Your goal:
Before you finish, make sure each line of the records has been retyped exactly.

Collected data:
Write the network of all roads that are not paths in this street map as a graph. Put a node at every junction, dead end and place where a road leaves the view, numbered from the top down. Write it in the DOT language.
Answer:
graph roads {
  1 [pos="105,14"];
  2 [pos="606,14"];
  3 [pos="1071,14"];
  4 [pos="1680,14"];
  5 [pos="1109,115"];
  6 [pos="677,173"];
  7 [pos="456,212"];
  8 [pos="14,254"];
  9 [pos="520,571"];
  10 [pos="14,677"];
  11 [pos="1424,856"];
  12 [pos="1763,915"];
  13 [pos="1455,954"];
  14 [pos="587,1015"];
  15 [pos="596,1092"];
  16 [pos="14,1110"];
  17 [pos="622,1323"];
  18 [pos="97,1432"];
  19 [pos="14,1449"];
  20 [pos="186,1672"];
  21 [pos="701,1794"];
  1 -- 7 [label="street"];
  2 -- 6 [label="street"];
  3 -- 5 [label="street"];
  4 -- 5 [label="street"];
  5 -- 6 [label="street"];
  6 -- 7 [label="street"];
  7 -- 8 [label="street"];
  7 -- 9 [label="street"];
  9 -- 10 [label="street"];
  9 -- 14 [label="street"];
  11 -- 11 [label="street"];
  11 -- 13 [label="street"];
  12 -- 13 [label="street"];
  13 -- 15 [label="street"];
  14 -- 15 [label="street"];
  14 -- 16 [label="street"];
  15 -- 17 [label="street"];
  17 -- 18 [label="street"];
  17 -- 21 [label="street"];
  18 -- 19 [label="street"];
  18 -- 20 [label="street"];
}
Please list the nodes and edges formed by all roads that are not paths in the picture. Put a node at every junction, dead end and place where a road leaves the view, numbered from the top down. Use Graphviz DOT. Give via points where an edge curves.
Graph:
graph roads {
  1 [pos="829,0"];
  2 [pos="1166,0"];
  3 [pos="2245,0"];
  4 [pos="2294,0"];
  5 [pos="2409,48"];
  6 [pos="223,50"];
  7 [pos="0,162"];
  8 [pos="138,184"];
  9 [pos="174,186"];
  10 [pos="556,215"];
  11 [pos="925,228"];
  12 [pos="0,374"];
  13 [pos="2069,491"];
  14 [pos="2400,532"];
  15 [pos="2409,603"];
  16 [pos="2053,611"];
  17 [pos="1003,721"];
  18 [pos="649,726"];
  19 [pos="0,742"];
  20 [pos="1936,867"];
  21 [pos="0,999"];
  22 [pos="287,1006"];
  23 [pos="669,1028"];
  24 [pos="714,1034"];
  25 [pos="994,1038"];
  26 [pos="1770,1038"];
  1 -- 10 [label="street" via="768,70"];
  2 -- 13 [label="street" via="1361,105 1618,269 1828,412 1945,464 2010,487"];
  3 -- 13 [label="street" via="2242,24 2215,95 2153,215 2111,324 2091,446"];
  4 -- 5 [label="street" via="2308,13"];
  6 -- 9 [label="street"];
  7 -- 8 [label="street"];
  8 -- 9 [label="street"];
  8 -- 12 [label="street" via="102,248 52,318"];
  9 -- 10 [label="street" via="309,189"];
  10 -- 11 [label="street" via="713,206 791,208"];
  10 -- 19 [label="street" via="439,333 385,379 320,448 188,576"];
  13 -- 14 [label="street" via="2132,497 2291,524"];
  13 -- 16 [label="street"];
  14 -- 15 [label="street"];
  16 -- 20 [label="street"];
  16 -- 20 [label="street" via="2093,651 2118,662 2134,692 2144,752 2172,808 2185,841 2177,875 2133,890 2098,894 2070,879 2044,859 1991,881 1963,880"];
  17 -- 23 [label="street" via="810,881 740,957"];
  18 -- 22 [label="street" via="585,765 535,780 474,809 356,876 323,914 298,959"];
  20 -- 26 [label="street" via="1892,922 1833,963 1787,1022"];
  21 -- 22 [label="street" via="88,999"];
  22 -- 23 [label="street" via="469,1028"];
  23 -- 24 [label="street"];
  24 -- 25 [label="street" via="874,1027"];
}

Answer below:
Write the network of all roads that are not paths in this street map as a graph. Put a node at every junction, dead end and place where a road leaves the view, numbered from the top down. Write it in the DOT language.
Answer:
graph roads {
  1 [pos="105,14"];
  2 [pos="606,14"];
  3 [pos="1071,14"];
  4 [pos="1680,14"];
  5 [pos="1109,115"];
  6 [pos="677,173"];
  7 [pos="456,212"];
  8 [pos="14,254"];
  9 [pos="520,571"];
  10 [pos="14,677"];
  11 [pos="1424,856"];
  12 [pos="1763,915"];
  13 [pos="1455,954"];
  14 [pos="587,1015"];
  15 [pos="596,1092"];
  16 [pos="14,1110"];
  17 [pos="622,1323"];
  18 [pos="97,1432"];
  19 [pos="14,1449"];
  20 [pos="186,1672"];
  21 [pos="701,1794"];
  1 -- 7 [label="street"];
  2 -- 6 [label="street"];
  3 -- 5 [label="street"];
  4 -- 5 [label="street"];
  5 -- 6 [label="street"];
  6 -- 7 [label="street"];
  7 -- 8 [label="street"];
  7 -- 9 [label="street"];
  9 -- 10 [label="street"];
  9 -- 14 [label="street"];
  11 -- 11 [label="street"];
  11 -- 13 [label="street"];
  12 -- 13 [label="street"];
  13 -- 15 [label="street"];
  14 -- 15 [label="street"];
  14 -- 16 [label="street"];
  15 -- 17 [label="street"];
  17 -- 18 [label="street"];
  17 -- 21 [label="street"];
  18 -- 19 [label="street"];
  18 -- 20 [label="street"];
}
Please list the nodes and edges formed by all roads that are not paths in the picture. Put a node at every junction, dead end and place where a road leaves the view, numbered from the top down. Use Graphviz DOT. Give via points where an edge curves.
Graph:
graph roads {
  1 [pos="829,0"];
  2 [pos="1166,0"];
  3 [pos="2245,0"];
  4 [pos="2294,0"];
  5 [pos="2409,48"];
  6 [pos="223,50"];
  7 [pos="0,162"];
  8 [pos="138,184"];
  9 [pos="174,186"];
  10 [pos="556,215"];
  11 [pos="925,228"];
  12 [pos="0,374"];
  13 [pos="2069,491"];
  14 [pos="2400,532"];
  15 [pos="2409,603"];
  16 [pos="2053,611"];
  17 [pos="1003,721"];
  18 [pos="649,726"];
  19 [pos="0,742"];
  20 [pos="1936,867"];
  21 [pos="0,999"];
  22 [pos="287,1006"];
  23 [pos="669,1028"];
  24 [pos="714,1034"];
  25 [pos="994,1038"];
  26 [pos="1770,1038"];
  1 -- 10 [label="street" via="768,70"];
  2 -- 13 [label="street" via="1361,105 1618,269 1828,412 1945,464 2010,487"];
  3 -- 13 [label="street" via="2242,24 2215,95 2153,215 2111,324 2091,446"];
  4 -- 5 [label="street" via="2308,13"];
  6 -- 9 [label="street"];
  7 -- 8 [label="street"];
  8 -- 9 [label="street"];
  8 -- 12 [label="street" via="102,248 52,318"];
  9 -- 10 [label="street" via="309,189"];
  10 -- 11 [label="street" via="713,206 791,208"];
  10 -- 19 [label="street" via="439,333 385,379 320,448 188,576"];
  13 -- 14 [label="street" via="2132,497 2291,524"];
  13 -- 16 [label="street"];
  14 -- 15 [label="street"];
  16 -- 20 [label="street"];
  16 -- 20 [label="street" via="2093,651 2118,662 2134,692 2144,752 2172,808 2185,841 2177,875 2133,890 2098,894 2070,879 2044,859 1991,881 1963,880"];
  17 -- 23 [label="street" via="810,881 740,957"];
  18 -- 22 [label="street" via="585,765 535,780 474,809 356,876 323,914 298,959"];
  20 -- 26 [label="street" via="1892,922 1833,963 1787,1022"];
  21 -- 22 [label="street" via="88,999"];
  22 -- 23 [label="street" via="469,1028"];
  23 -- 24 [label="street"];
  24 -- 25 [label="street" via="874,1027"];
}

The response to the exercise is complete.